WORK INSTRUCTION: Where the records below show a line containing "middle pip: (195, 141)", start copying; end with the line containing "thumb ip: (263, 161)", and copy it too.

[Collected data]
----
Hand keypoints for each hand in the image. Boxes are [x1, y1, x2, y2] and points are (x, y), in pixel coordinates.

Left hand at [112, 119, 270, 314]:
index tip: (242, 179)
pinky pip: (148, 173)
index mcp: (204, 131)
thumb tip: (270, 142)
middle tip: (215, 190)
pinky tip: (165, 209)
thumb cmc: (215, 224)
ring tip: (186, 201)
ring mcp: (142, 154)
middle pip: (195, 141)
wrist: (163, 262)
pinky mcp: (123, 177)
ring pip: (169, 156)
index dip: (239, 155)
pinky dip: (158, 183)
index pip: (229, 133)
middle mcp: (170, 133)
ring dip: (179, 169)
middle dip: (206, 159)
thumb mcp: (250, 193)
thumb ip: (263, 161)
----
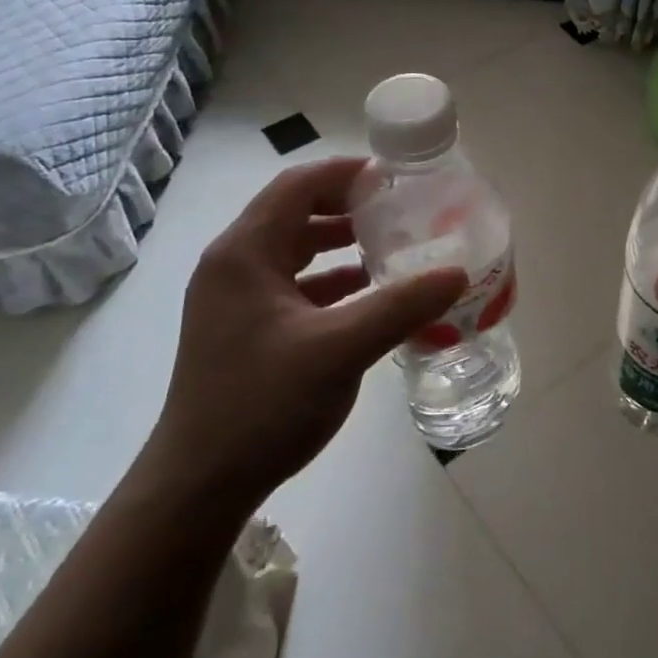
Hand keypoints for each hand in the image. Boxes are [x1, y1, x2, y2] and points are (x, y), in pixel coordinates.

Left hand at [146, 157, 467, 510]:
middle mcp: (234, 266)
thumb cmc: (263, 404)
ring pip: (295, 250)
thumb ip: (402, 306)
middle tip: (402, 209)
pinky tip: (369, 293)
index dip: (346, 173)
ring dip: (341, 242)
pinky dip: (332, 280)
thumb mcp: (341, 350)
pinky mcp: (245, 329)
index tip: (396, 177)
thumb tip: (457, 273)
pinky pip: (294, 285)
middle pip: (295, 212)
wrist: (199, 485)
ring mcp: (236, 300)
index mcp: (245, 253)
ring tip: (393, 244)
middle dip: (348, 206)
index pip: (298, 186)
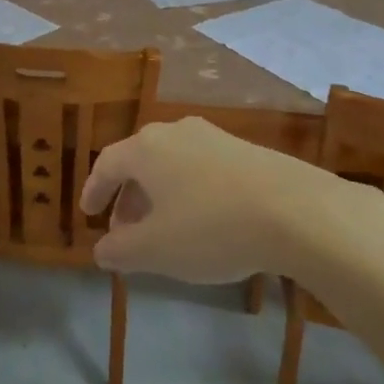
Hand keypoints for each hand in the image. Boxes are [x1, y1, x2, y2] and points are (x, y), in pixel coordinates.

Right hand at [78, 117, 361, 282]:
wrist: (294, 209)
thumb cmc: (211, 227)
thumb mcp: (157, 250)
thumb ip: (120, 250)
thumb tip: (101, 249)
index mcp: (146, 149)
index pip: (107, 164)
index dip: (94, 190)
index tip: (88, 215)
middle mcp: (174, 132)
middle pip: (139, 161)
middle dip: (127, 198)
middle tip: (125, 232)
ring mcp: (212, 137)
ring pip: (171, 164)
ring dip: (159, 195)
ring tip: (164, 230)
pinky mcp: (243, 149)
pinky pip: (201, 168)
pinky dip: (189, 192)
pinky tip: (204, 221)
----
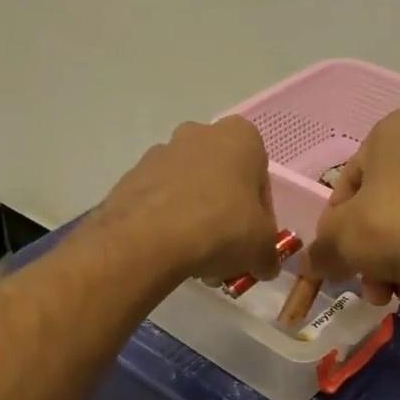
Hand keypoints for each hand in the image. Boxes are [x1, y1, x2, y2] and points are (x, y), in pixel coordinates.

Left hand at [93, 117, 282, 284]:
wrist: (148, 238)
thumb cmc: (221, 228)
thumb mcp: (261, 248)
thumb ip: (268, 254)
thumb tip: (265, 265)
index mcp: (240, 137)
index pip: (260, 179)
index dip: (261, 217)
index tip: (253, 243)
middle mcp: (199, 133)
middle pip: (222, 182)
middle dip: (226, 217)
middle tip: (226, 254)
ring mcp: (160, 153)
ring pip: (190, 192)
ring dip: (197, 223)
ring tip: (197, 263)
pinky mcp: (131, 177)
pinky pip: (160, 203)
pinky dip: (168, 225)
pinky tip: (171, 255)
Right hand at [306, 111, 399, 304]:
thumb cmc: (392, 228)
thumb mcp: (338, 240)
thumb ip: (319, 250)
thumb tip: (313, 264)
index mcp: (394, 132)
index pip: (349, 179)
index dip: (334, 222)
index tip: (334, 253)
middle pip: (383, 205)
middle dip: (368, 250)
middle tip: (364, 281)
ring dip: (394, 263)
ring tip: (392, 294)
----
EXPECTED ANSWER:
middle pip: (195, 141)
wrist: (163, 262)
pinky mcp: (123, 177)
ring pip: (169, 156)
index dip: (239, 155)
pinky dip: (158, 183)
index pip: (229, 133)
middle mcp: (170, 133)
ring dip: (179, 169)
middle dip: (206, 159)
thumb mcp: (250, 193)
thumb ip: (263, 161)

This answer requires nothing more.